Per molte famiglie la questione è diventata di sopravvivenza, perché in un mese hanno ricevuto solo 250 euro.
«Erano stati presi degli impegni con il liquidatore della società – dicono i rappresentanti di Cgil, Cisl e Uil – . L’azienda ha aperto la procedura di licenziamento e di messa in mobilità di tutti i dipendenti con una lettera inviata solo dopo le pressioni del sindacato e dei lavoratori. In attesa di vendere gli impianti di proprietà e quindi pagare i dipendenti e proporre al sindacato un accordo, l’azienda si era impegnata a dare ai lavoratori altri acconti in modo da rendere meno drammatica la loro situazione economica e familiare».
I lavoratori sono ancora a disposizione della società, anche se la stessa ha esaurito le ultime lavorazioni da almeno 20 giorni e gli impianti sono fermi. Non possono cercarsi un altro posto di lavoro perché l’azienda non ha ancora spedito le lettere di licenziamento: i giorni previsti dalla legge sono 45, a cui se ne aggiungono 30 per dell’Ufficio provinciale del lavoro che dovrà tentare una soluzione concordata.

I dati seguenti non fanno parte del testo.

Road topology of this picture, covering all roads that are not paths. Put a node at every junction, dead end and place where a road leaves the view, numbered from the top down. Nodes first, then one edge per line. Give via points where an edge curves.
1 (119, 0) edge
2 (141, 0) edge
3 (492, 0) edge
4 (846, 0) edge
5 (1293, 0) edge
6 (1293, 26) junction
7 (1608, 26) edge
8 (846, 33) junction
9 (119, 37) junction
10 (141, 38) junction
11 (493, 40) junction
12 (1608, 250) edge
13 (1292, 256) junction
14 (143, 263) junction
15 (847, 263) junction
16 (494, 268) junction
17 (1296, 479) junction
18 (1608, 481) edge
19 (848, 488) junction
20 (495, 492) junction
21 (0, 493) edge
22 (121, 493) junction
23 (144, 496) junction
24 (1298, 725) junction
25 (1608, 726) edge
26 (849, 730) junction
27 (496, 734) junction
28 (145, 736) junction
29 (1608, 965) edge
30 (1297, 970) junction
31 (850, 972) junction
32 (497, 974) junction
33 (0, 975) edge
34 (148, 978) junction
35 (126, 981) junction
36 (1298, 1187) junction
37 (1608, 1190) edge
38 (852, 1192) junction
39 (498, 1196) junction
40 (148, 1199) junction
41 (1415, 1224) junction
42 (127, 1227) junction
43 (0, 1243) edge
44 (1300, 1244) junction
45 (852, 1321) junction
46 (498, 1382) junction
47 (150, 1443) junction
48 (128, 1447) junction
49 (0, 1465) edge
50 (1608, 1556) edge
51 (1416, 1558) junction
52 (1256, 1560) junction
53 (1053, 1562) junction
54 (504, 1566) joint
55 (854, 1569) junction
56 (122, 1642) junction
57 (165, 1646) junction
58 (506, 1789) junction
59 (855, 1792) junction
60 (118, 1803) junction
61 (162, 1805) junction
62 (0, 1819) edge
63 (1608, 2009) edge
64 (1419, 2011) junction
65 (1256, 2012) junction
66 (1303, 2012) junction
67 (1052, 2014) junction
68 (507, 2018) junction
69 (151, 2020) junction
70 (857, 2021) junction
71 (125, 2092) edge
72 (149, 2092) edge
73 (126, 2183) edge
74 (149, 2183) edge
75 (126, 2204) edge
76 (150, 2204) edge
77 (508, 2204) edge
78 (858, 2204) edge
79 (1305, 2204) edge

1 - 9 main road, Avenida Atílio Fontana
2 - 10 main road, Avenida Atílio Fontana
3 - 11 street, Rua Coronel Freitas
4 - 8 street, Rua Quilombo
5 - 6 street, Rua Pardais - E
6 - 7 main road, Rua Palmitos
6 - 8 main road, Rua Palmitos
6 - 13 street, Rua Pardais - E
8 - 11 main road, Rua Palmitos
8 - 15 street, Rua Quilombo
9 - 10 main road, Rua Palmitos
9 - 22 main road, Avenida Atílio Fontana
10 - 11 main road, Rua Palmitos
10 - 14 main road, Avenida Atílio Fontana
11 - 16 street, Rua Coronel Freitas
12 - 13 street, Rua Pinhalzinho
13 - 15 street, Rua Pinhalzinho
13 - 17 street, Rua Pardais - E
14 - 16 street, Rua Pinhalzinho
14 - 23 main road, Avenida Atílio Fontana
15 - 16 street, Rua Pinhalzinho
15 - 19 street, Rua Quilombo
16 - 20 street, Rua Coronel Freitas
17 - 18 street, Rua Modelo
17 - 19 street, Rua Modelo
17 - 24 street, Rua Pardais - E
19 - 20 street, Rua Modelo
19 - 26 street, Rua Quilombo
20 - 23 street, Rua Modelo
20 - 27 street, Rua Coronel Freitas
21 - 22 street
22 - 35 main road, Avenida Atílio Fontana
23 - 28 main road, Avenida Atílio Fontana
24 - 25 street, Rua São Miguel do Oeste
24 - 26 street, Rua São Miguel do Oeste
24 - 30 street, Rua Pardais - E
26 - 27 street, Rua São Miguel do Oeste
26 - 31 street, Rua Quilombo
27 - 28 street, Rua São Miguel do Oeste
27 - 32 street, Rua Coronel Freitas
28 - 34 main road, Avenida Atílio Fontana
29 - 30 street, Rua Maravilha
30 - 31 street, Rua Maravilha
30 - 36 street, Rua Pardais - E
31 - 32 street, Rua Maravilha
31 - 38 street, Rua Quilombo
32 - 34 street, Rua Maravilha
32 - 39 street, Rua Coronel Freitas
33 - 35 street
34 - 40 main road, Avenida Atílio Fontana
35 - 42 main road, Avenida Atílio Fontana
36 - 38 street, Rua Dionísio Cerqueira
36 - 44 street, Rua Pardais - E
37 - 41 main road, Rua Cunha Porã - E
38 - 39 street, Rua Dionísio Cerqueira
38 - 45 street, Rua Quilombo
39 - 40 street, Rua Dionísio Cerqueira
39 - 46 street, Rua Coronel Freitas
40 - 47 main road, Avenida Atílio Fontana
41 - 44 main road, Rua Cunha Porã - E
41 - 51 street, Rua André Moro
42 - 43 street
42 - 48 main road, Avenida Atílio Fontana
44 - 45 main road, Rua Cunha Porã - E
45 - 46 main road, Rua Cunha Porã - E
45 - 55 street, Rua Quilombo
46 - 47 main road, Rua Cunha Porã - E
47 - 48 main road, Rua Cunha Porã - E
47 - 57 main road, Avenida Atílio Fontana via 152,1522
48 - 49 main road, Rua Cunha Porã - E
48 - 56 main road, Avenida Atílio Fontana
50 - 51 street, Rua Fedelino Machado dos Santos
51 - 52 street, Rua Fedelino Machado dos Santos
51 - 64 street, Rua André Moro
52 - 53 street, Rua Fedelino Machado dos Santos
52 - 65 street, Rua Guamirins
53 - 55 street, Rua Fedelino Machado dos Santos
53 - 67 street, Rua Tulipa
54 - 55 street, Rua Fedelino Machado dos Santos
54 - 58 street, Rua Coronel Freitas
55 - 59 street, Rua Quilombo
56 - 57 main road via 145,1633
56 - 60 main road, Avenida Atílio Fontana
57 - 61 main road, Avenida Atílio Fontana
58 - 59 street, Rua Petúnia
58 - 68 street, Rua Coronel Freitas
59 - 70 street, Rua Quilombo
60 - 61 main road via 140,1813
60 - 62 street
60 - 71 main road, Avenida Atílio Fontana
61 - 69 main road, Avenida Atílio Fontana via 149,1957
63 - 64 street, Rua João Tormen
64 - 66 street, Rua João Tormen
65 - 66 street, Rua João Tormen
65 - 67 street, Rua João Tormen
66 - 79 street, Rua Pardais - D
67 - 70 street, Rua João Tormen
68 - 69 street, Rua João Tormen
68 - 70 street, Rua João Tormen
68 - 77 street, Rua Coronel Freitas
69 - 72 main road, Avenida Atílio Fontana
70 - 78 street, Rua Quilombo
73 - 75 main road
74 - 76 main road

Si può interrompere questa procedura, ma a condizione: che ci sia un accordo con il sindacato, che ci sia in corso una richiesta di fallimento da parte dei dipendenti o di altri soggetti creditori, che vengano depositati i libri in Tribunale (procedura di fallimento in proprio) da parte degli ex proprietari della società.
Nei ultimi due casi la decisione passerebbe ad un giudice fallimentare che renderebbe esecutivi i licenziamenti e il blocco dei beni della società in fallimento a favore dei creditori e i lavoratori sono privilegiati nei confronti di altri soggetti.
Per evitare questo, ci può essere un accordo con il sindacato che permette al liquidatore di procedere ai licenziamenti collettivi e agli ex dipendenti di iscriversi alle liste di disoccupazione speciale (e quindi di cercarsi un altro lavoro con il privilegio della mobilità per chi assume) e in caso di inattività di ricevere un’indennità di mobilità (e gli assegni familiari) da parte dell’Inps.
Per fare questo, però, ci vogliono alcune garanzie che solo gli ex proprietari possono fornire: un impegno a ridurre in toto o in parte le retribuzioni arretrate e un piano di pagamento del tfr (trattamento di fine rapporto o liquidazione) maturato al momento del licenziamento.
«Queste condizioni l’azienda se le potrebbe permettere perché il credito dei dipendenti é di circa 200.000 euro, mentre il valore ancora presente in azienda è senz’altro superiore.
Se nei prossimi giorni non si trova una soluzione concordata, le organizzazioni sindacali e i lavoratori promuoveranno un’azione legale presso il Tribunale di Varese, chiedendo il pignoramento delle proprietà per ottenere il propri crediti».